CourtVirginia Supreme Court

Appeal of William Womack, and William Davis, and Mary L. (formerly Mary L. Womack), his wife, from decree of circuit court of Halifax county, rendered in November, 1880, in the suit of William Tankersley and Martha F. (formerly Martha F. Womack) his wife, complainants, against the appellants.

The object of the suit was the partition of a tract of land whereof Charles H. Womack died intestate. Appellants, William Womack and Mary L. Davis, were the children of the intestate by his first marriage. Martha F. Tankersley was the child of the intestate by Martha J. Boothe, and the issue was, were the parents lawful man and wife. The circuit court decided that they were such, and from its decree the children by the first wife obtained an appeal to this court.

Opinion states the facts.

John W. Riely and Carrington &amp Fitzhugh, for the appellants.

H Edmunds and W. W. Henry, for the appellees.

OPINION

RICHARDSON, J.

The sole question for determination in this case is, whether or not Charles H. Womack, the father of the appellants, William Womack and Mrs. Mary L. Davis, was married to Martha J. Boothe, the mother of the female appellee, Mrs. Martha F. Tankersley.

Marriage is a civil contract, and its existence may be shown like that of any other fact. The production of the marriage registry, or certificate, or of a person present at its celebration, is not absolutely necessary. In a criminal prosecution the acts and admissions of the prisoner, coupled with cohabitation and recognition, is sufficient evidence of the marriage to procure his conviction. Warner's Case, 2d Va. Cases, 95; Oneal's Case, 17 Gratt. 582.

The admissions, however, must not be casual, but deliberate. Such admissions of a prior marriage in another State, are sufficient evidence of such marriage, without proving the marriage to have taken place agreeably to the laws of that State. Such admissions and acts are competent evidence not only of the fact of the marriage, but also of its validity, under the " lex loci contractus. " Rex v. ____ of Brampton, 10 East R. 282; Hemmings v. Smith, 4 Douglas R. 33; 3d Waterman's Archbold, 613; and Bird's Case, 21 Gratt. 800.

And the same authorities establish that in all cases where the issue is the existence of the fact of the marriage, the rule of evidence is the same in civil as in criminal proceedings. Such evidence, being clearly competent, it is for the tribunal, whether, judge or jury, deciding the issue upon the facts, to render its decision upon the weight of the evidence. And the appellate court will not overturn the decision thus arrived at, except in cases of manifest error or misconduct. The judgment of a court of competent jurisdiction will always be presumed to be right; and a party in an appellate court alleging error must show the error, else the presumption in favor of its correctness will prevail Broom's Legal Maxims, 946 (marginal); Harman v. City of Lynchburg, 33 Gratt. 37. Applying these well-settled principles to the facts of the case under consideration, the solution of the question involved is easy.

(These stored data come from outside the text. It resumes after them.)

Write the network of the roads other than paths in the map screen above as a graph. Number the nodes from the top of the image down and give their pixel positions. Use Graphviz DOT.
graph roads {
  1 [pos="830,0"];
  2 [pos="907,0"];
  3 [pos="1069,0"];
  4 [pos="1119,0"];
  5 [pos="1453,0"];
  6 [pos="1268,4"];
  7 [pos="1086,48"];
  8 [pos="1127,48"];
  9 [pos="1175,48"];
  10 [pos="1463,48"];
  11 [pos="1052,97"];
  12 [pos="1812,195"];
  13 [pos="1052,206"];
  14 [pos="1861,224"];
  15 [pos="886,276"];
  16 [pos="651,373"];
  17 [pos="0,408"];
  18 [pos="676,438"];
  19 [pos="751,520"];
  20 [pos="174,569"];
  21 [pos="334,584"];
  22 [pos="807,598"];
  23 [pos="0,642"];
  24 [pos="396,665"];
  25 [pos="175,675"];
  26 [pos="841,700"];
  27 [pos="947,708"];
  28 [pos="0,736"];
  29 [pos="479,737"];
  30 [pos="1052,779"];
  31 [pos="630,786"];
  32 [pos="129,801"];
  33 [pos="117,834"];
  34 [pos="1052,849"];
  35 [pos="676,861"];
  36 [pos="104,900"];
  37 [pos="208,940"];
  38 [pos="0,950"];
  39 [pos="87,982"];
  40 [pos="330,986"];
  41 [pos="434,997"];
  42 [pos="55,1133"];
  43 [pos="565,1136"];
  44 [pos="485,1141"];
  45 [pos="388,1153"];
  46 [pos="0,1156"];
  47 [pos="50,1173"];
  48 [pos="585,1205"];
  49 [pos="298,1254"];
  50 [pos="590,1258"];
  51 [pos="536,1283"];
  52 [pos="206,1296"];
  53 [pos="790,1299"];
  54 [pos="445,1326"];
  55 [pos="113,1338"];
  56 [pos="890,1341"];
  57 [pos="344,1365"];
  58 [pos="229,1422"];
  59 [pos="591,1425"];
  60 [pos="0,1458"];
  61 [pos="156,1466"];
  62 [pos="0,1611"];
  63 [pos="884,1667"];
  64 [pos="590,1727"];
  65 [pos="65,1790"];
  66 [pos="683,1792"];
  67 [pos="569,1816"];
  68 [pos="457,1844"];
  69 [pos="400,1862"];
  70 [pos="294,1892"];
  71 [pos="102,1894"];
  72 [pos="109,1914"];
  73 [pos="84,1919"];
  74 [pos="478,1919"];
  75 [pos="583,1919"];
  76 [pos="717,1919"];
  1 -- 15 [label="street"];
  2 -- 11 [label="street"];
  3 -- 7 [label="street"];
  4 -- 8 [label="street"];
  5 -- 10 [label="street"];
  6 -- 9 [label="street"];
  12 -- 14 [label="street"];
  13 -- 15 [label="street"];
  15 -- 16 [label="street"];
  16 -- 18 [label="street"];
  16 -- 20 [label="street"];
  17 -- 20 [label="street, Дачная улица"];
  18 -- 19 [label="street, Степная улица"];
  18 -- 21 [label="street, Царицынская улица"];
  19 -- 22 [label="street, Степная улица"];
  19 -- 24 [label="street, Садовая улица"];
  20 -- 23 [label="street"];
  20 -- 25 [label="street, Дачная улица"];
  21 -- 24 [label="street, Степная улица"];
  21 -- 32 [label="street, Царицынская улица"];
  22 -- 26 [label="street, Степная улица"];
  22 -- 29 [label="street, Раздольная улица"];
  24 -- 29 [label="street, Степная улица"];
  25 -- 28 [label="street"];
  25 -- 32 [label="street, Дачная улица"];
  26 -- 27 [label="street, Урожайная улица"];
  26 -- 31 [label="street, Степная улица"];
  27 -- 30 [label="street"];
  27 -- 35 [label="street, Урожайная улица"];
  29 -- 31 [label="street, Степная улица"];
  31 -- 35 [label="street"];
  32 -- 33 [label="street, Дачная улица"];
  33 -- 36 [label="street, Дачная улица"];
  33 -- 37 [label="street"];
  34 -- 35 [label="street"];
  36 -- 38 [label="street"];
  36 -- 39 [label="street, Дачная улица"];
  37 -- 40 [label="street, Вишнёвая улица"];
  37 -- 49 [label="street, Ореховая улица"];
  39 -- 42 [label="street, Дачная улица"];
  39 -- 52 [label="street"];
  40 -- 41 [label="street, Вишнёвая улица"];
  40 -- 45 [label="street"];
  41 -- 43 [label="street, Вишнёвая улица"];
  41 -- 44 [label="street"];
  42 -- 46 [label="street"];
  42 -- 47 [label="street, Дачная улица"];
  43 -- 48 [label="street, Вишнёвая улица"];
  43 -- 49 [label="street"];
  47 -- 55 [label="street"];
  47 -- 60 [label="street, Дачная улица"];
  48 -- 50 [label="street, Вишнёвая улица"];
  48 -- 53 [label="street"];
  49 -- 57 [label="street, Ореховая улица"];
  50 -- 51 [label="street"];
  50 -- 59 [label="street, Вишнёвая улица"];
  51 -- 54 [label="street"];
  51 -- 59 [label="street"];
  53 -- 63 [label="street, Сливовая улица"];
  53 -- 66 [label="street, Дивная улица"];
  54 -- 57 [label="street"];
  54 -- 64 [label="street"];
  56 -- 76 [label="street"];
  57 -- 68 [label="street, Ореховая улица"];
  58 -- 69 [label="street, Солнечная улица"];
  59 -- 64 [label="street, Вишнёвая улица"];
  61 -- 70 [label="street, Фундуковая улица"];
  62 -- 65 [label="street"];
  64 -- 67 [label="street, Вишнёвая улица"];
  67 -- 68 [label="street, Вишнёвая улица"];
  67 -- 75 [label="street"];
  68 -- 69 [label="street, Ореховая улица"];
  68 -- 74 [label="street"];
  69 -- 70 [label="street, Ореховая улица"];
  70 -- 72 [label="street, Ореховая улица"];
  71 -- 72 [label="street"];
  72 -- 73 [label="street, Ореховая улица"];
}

C. H Womack and Willis Boothe, the father of Martha J. Boothe, resided within a few miles of each other, in the county of Pittsylvania, and were on familiar terms. The county of Pittsylvania borders on the State of North Carolina. About the year 1857, C. H. Womack married Mary Boothe, an elder daughter of Willis Boothe. By her he had two children, the appellants, William Womack and Mary L., the wife of the appellant, Wm. Davis. His wife dying, the war breaking out, C. H. Womack becoming a soldier in the Confederate army in June, 1863, in company with John S. Boothe, his fellow-soldier and brother-in-law, without leave left their company, came to the county of Pittsylvania, spent one month, and during that furlough, without leave, visited at the home of his dead wife's father, where dwelt his little children, asked Tobiatha, his mother-in-law, for the hand in marriage of her younger daughter, Martha; was refused on account of the pendency of the war; asked her sister, Missouri to accompany him and Martha when they went away to be married; she declining, C. H. Womack and Martha got ready and left; were gone ten days; on their return, they both said they had been...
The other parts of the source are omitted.